In [None]:
import pandas as pd
import numpy as np
import matplotlib.pyplot as plt 
import seaborn as sns
df = pd.read_csv('/kaggle/input/in-hospital-mortality-prediction/data01.csv')

## 1.Data overview

In [None]:
df.info()

In [None]:
sns.countplot(data=df,x="outcome")

In [None]:
df.isnull().sum()

In [None]:
sns.heatmap(df.isnull(), cbar=False,cmap='YlOrRd')

## 2.Data preprocessing

In [None]:
from pandas import DataFrame
from sklearn.impute import SimpleImputer
df.fillna(value=np.nan,inplace=True)
si = SimpleImputer(missing_values = np.nan, strategy ='mean')
si.fit(df)
data = DataFrame(si.transform(df),columns=df.columns)

In [None]:
data.isnull().sum()

In [None]:
data['outcome'].value_counts()

In [None]:
data.drop(data[(data.outcome >0 )& (data.outcome<1)].index,inplace=True)

## 3.correlation analysis

In [None]:
fig = plt.figure(figsize = (10, 10))
target_corr = pd.DataFrame(data.corr()['outcome'].sort_values(ascending = True))
plt.barh(target_corr.index, target_corr['outcome'],color="#FF9912")
plt.title('Correlataion with outcome')
plt.show()

## 4.Exploratory Data Analysis

In [None]:
sns.countplot(data=data,x='hypertensive',hue='outcome')

In [None]:
sns.histplot(data=data,x='age',hue='outcome',palette='Paired_r')

## 5.Cross-validation

In [None]:
from sklearn.model_selection import train_test_split
y = data.outcome
X = data.drop(columns=['outcome','group'],axis=1)
X_train, X_test, y_train, y_test = train_test_split(X, y, test_size=0.3, random_state=101)

## 6.Model selection

In [None]:
from catboost import CatBoostClassifier
cat_feature = None
cb = CatBoostClassifier(loss_function='MultiClass', 
                         eval_metric='Accuracy',                   
                         cat_features=cat_feature,
                        use_best_model=False)

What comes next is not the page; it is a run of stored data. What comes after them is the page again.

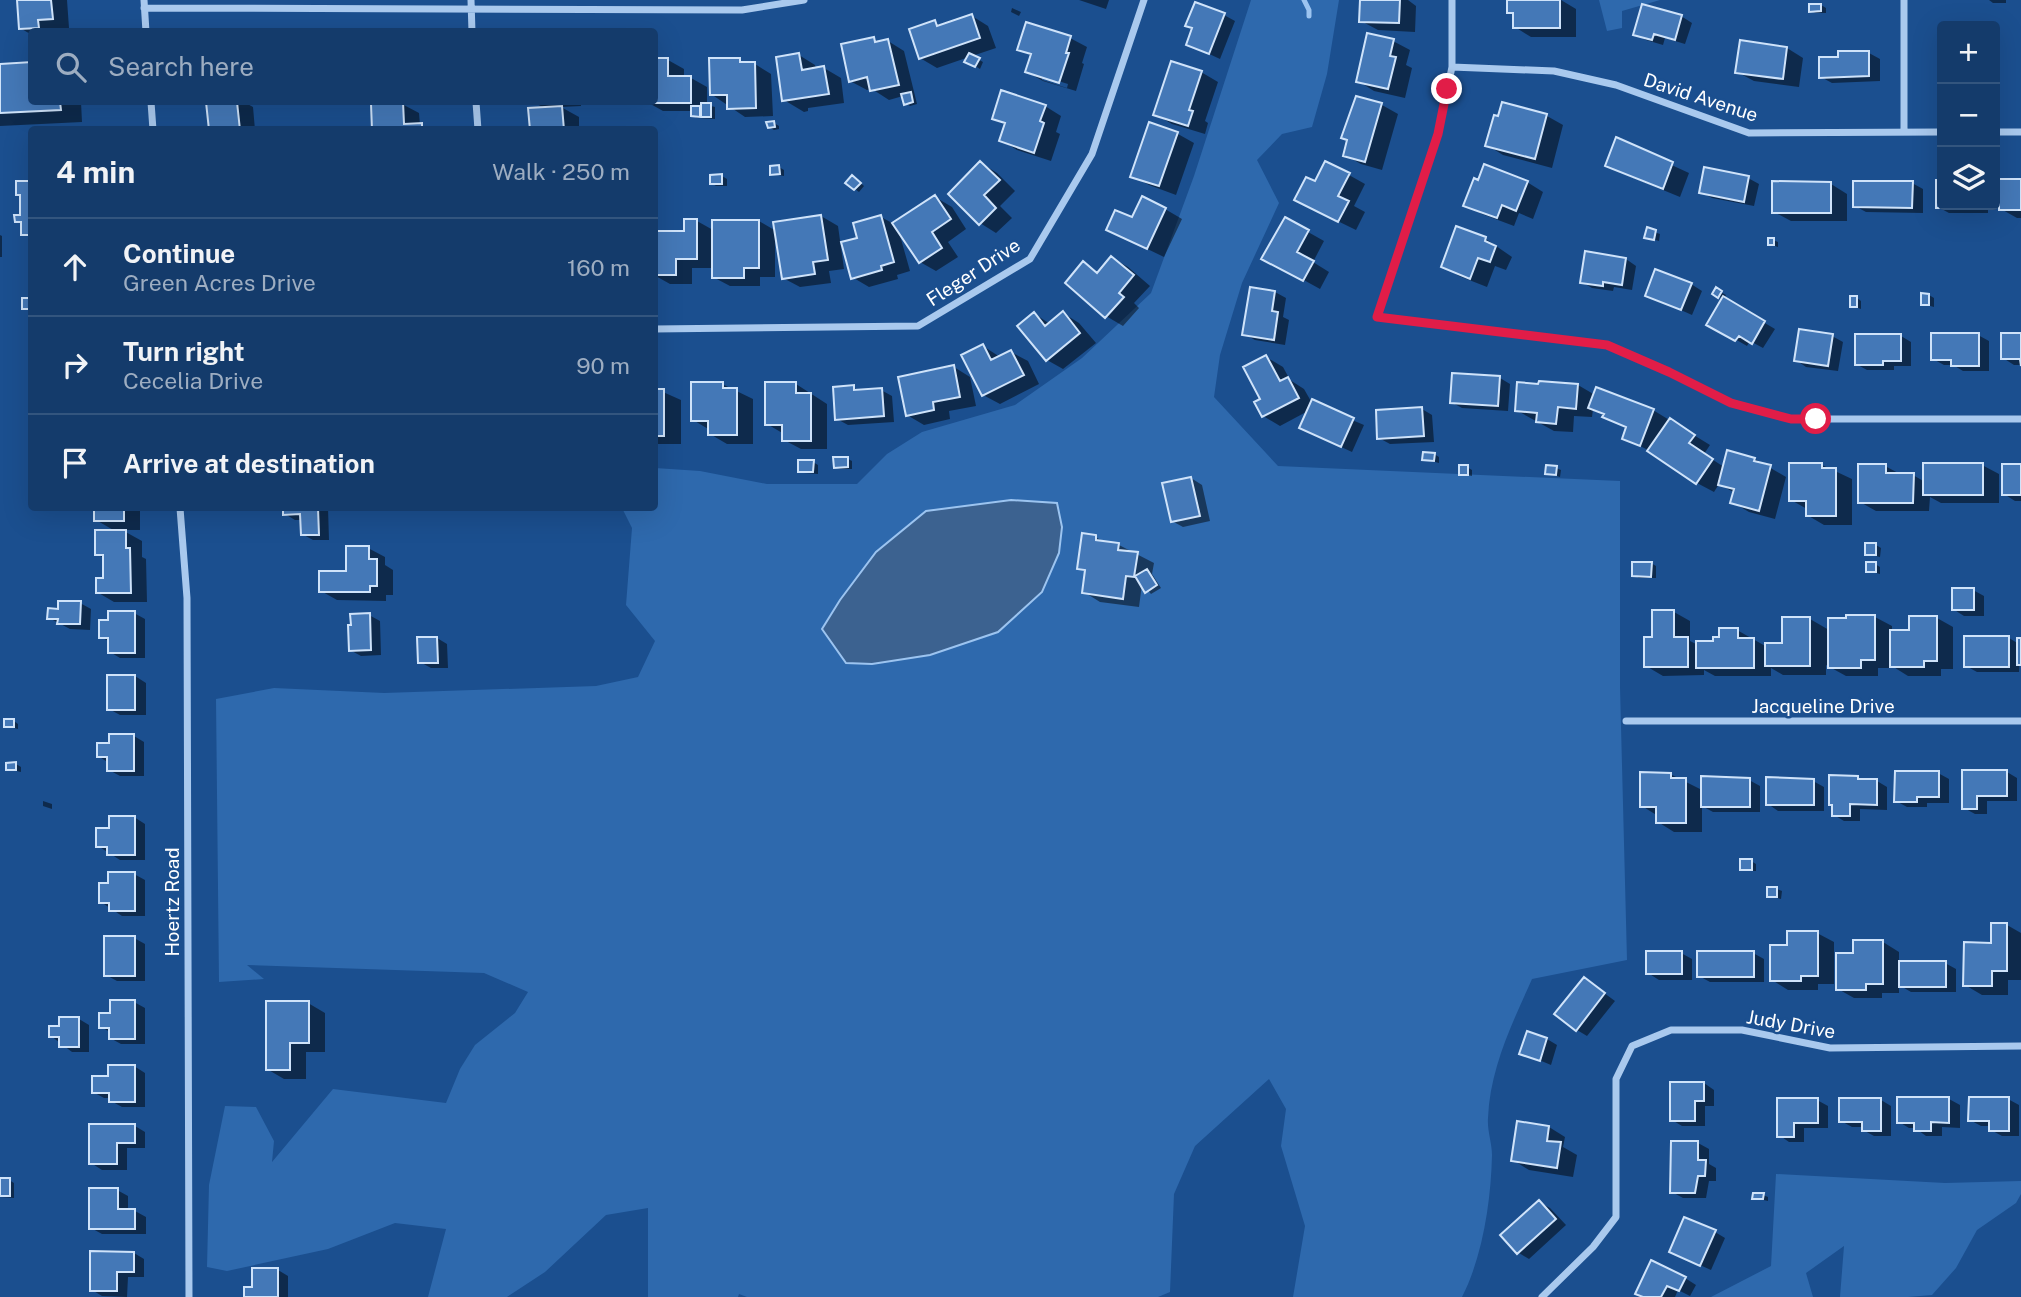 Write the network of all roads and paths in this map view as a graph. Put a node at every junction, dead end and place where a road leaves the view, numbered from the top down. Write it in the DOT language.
graph roads {
  1 [pos="804,0"];
  2 [pos="1144,0"];
  3 [pos="1451,0"];
  4 [pos="1904,0"];
  5 [pos="144,4"];
  6 [pos="471,4"];
  7 [pos="146,28"];
  8 [pos="472,28"];
  9 [pos="1451,67"];
  10 [pos="151,105"];
  11 [pos="476,105"];
  12 [pos="153,126"];
  13 [pos="478,126"];
  14 [pos="1904,132"];
  15 [pos="1937,132"];
  16 [pos="2000,132"];
  17 [pos="2021,132"];
  18 [pos="658,329"];
  19 [pos="2021,419"];
  20 [pos="180,511"];
  21 [pos="1626,722"];
  22 [pos="2021,722"];
  23 [pos="2021,1046"];
  24 [pos="190,1297"];
  25 [pos="1542,1297"];
  1 -- 6 [label="street"];
  2 -- 18 [label="street, Fleger Drive"];
  3 -- 9 [label="street"];
  4 -- 14 [label="street"];
  5 -- 6 [label="street"];
  5 -- 7 [label="street"];
  6 -- 8 [label="street"];
  9 -- 14 [label="street, David Avenue"];
  9 -- 19 [label="street"];
  10 -- 12 [label="street"];
  11 -- 13 [label="street"];
  14 -- 15 [label="street, David Avenue"];
  16 -- 17 [label="street"];
  20 -- 24 [label="street, Hoertz Road"];
  21 -- 22 [label="street, Jacqueline Drive"];
  23 -- 25 [label="street, Judy Drive"];
} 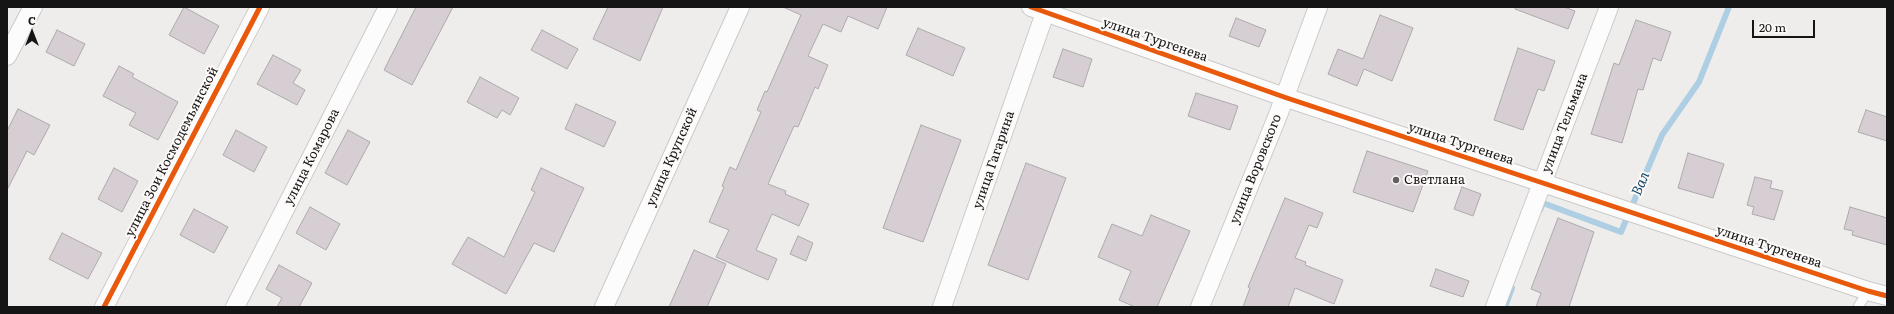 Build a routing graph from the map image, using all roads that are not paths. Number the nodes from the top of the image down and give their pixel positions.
1 (33, 7) edge
2 (260, 7) edge
3 (388, 7) edge
4 (740, 7) edge
5 (1318, 7) edge
6 (1609, 7) edge
7 (1038, 10) edge
8 (7, 56) edge
9 (1284, 97) junction
10 (1542, 183) junction
11 (1868, 292) junction
12 (1887, 296) edge
13 (104, 307) edge
14 (235, 307) edge
15 (604, 307) edge
16 (942, 307) edge
17 (1200, 307) edge
18 (1495, 307) edge
19 (1858, 307) edge

1 - 8 street
2 - 13 street, улица Зои Космодемьянской
3 - 14 street, улица Комарова
4 - 15 street, улица Крупской
5 - 9 street, улица Воровского
6 - 10 street, улица Тельмана
7 - 9 street, улица Тургенева
7 - 16 street, улица Гагарина
9 - 10 street, улица Тургенева
9 - 17 street, улица Воровского
10 - 11 street, улица Тургенева
10 - 18 street, улица Тельмана
11 - 12 street, улица Тургенева
11 - 19 lane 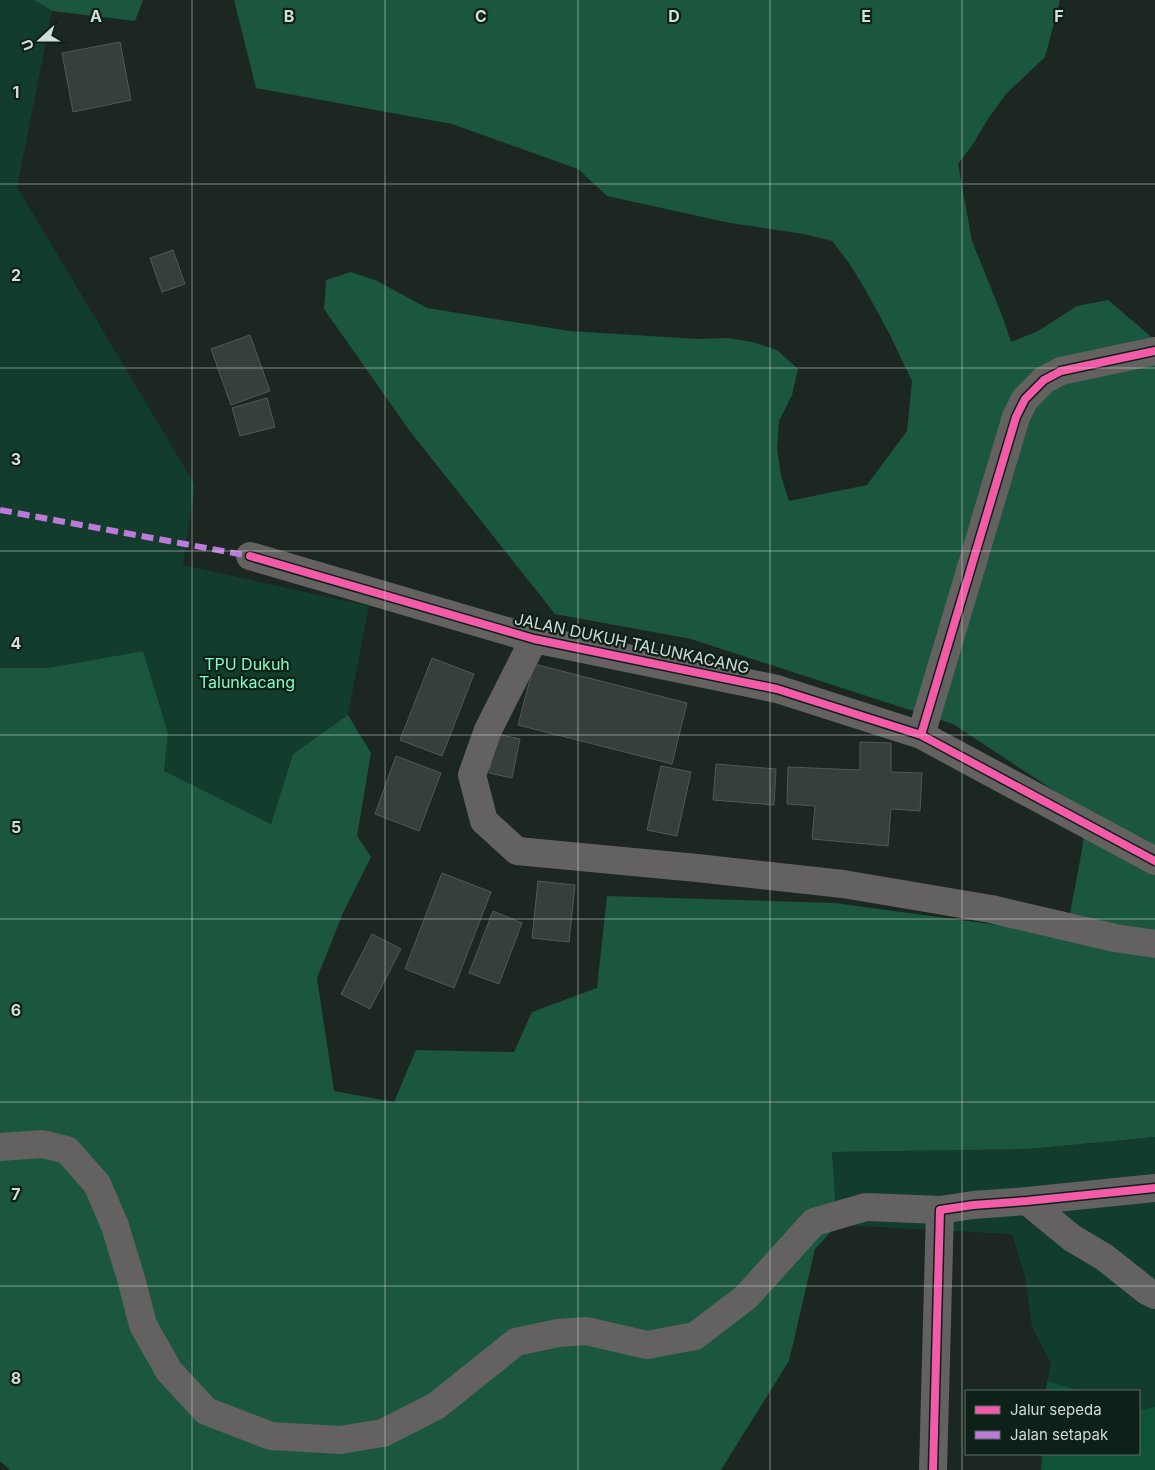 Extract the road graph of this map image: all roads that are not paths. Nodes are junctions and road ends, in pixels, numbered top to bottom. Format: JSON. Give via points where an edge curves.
{"nodes":[{"id":1,"x":1155,"y":352,"type":"edge"},
{"id":2,"x":250,"y":556,"type":"dead end"},
{"id":3,"x":534,"y":639,"type":"junction"},
{"id":4,"x":921,"y":735,"type":"junction"},
{"id":5,"x":1155,"y":861,"type":"edge"},
{"id":6,"x":1155,"y":944,"type":"edge"},
{"id":7,"x":0,"y":1147,"type":"edge"},
{"id":8,"x":1155,"y":1188,"type":"edge"},
{"id":9,"x":1027,"y":1201,"type":"junction"},
{"id":10,"x":940,"y":1215,"type":"junction"},
{"id":11,"x":1155,"y":1295,"type":"edge"},
{"id":12,"x":933,"y":1470,"type":"edge"}],
"edges":[{"from":1,"to":4,"type":"street","via":[[1062,371],[1044,380],[1025,399],[1016,417]]},
{"from":2,"to":3,"type":"street","name":"JALAN DUKUH TALUNKACANG"},
{"from":3,"to":4,"type":"street","name":"JALAN DUKUH TALUNKACANG","via":[[777,689]]},
{"from":3,"to":6,"type":"street","via":[[488,730],[472,775],[484,821],[517,851],[843,884],[990,909],[1114,938]]},
{"from":4,"to":5,"type":"street","name":"JALAN DUKUH TALUNKACANG"},
{"from":7,"to":10,"type":"street","via":[[42,1144],[67,1150],[97,1184],[115,1226],[143,1325],[169,1371],[206,1411],[271,1436],[340,1440],[383,1433],[436,1406],[516,1342],[586,1331],[647,1345],[695,1336],[746,1297],[814,1222],[866,1207]]},
{"from":8,"to":9,"type":"street"},
{"from":9,"to":10,"type":"street","via":[[973,1205]]},
{"from":9,"to":11,"type":"street","via":[[1072,1238]]},
{"from":10,"to":12,"type":"street"}]}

## 7.Hyperparameter optimization

In [None]:
params = {'depth': [4, 7, 10],
          'learning_rate': [0.03, 0.1, 0.15],
          'l2_leaf_reg': [1,3,5,7,9], 
          'iterations': [300, 500]}
grid_search_result = cb.grid_search(params,
                                    X=X,
                                    y=y,
                                    cv=3,
                                    partition_random_seed=0, 
                                    calc_cv_statistics=True,
                                    search_by_train_test_split=True,
                                    shuffle=True,
                                    train_size=0.8,
                                    verbose=False,
                                    stratified=True,
                                    plot=True)

In [None]:
grid_search_result.get("params")

## 8.model validation

In [None]:
clf = CatBoostClassifier(eval_metric='Accuracy', 
                            loss_function='MultiClass',
                            depth=4, 
                            iterations=500, 
                            l2_leaf_reg=1,
                            learning_rate=0.1,
                            cat_features=None)
clf.fit(X_train, y_train,silent=True)
y_pred = clf.predict(X_test)

In [None]:
from sklearn.metrics import classification_report,confusion_matrix
print(classification_report(y_test,y_pred))
print('\n')
print(confusion_matrix(y_test,y_pred))

## 9.Model Feature Importances

In [None]:
importances = clf.feature_importances_
idxs = np.argsort(importances)
plt.figure(figsize=(10,15))
plt.title('Feature Importances')
plt.barh(range(len(idxs)), importances[idxs], align='center')
plt.yticks(range(len(idxs)), [X.columns[i] for i in idxs])
plt.xlabel('Model Feature Importances')
plt.show()